• [Aim of the exercise]
Images are to be dropped, and the rest of the data reproduced exactly.

Saved entries:

==================================================

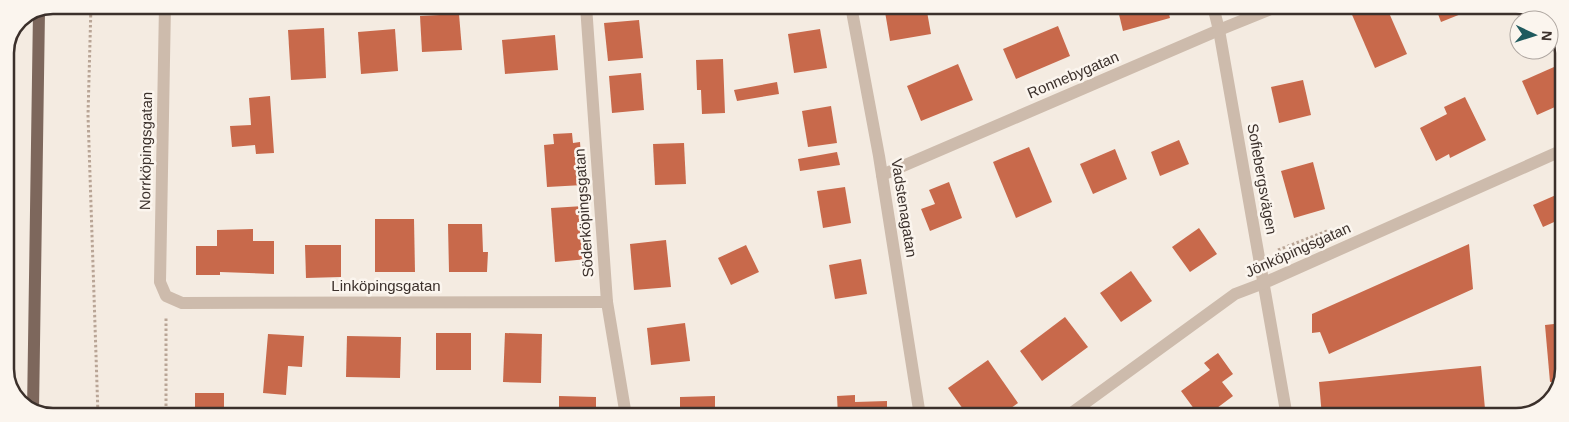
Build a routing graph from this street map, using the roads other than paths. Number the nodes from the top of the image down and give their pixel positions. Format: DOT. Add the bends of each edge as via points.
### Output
graph roads {
  1 [pos="165,14"];
  2 [pos="587,14"];
  3 [pos="852,14"];
  4 [pos="1215,14"];
  5 [pos="1258,14"];
  6 [pos="39,17"];
  7 [pos="1219,30"];
  8 [pos="1555,154"];
  9 [pos="882,176"];
  10 [pos="1264,284"];
  11 [pos="166,296"];
  12 [pos="607,302"];
  13 [pos="33,403"];
  14 [pos="625,408"];
  15 [pos="919,408"];
  16 [pos="1077,408"];
  17 [pos="1285,408"];
  1 -- 11 [label="street, Norrköpingsgatan" via="160,282"];
  2 -- 12 [label="street, Söderköpingsgatan"];
  3 -- 9 [label="street, Vadstenagatan"];
  4 -- 7 [label="street, Sofiebergsvägen"];
  5 -- 7 [label="street, Ronnebygatan"];
  6 -- 13 [label="main road"];
  7 -- 9 [label="street, Ronnebygatan"];
  7 -- 10 [label="street, Sofiebergsvägen"];
  8 -- 10 [label="street, Jönköpingsgatan"];
  9 -- 15 [label="street, Vadstenagatan"];
  10 -- 16 [label="street, Jönköpingsgatan" via="1235,294"];
  10 -- 17 [label="street, Sofiebergsvägen"];
  11 -- 12 [label="street, Linköpingsgatan" via="182,303"];
  12 -- 14 [label="street, Söderköpingsgatan"];
}
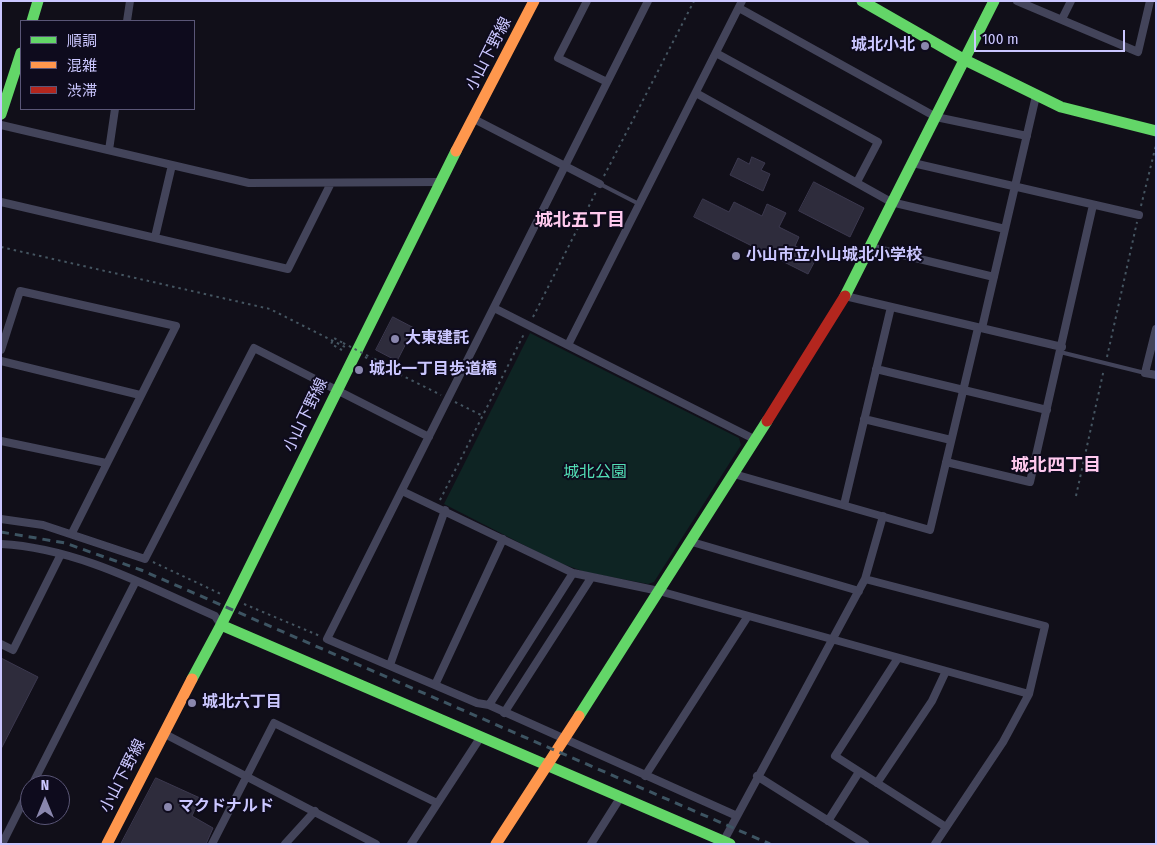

==================================================

• [Result of the task]
Build a routing graph from this street map, using the roads other than paths. Number the nodes from the top of the image down and give their pixel positions. Format: DOT. Add the bends of each edge as via points.
### Output
graph roads {
  1 [pos="165,14"];
  2 [pos="587,14"];
  3 [pos="852,14"];
  4 [pos="1215,14"];
  5 [pos="1258,14"];
  6 [pos="39,17"];
  7 [pos="1219,30"];
  8 [pos="1555,154"];
  9 [pos="882,176"];
  10 [pos="1264,284"];
  11 [pos="166,296"];
  12 [pos="607,302"];
  13 [pos="33,403"];
  14 [pos="625,408"];
  15 [pos="919,408"];
  16 [pos="1077,408"];
  17 [pos="1285,408"];
  1 -- 11 [label="street, Norrköpingsgatan" via="160,282"];
  2 -- 12 [label="street, Söderköpingsgatan"];
  3 -- 9 [label="street, Vadstenagatan"];
  4 -- 7 [label="street, Sofiebergsvägen"];
  5 -- 7 [label="street, Ronnebygatan"];
  6 -- 13 [label="main road"];
  7 -- 9 [label="street, Ronnebygatan"];
  7 -- 10 [label="street, Sofiebergsvägen"];
  8 -- 10 [label="street, Jönköpingsgatan"];
  9 -- 15 [label="street, Vadstenagatan"];
  10 -- 16 [label="street, Jönköpingsgatan" via="1235,294"];
  10 -- 17 [label="street, Sofiebergsvägen"];
  11 -- 12 [label="street, Linköpingsgatan" via="182,303"];
  12 -- 14 [label="street, Söderköpingsgatan"];
}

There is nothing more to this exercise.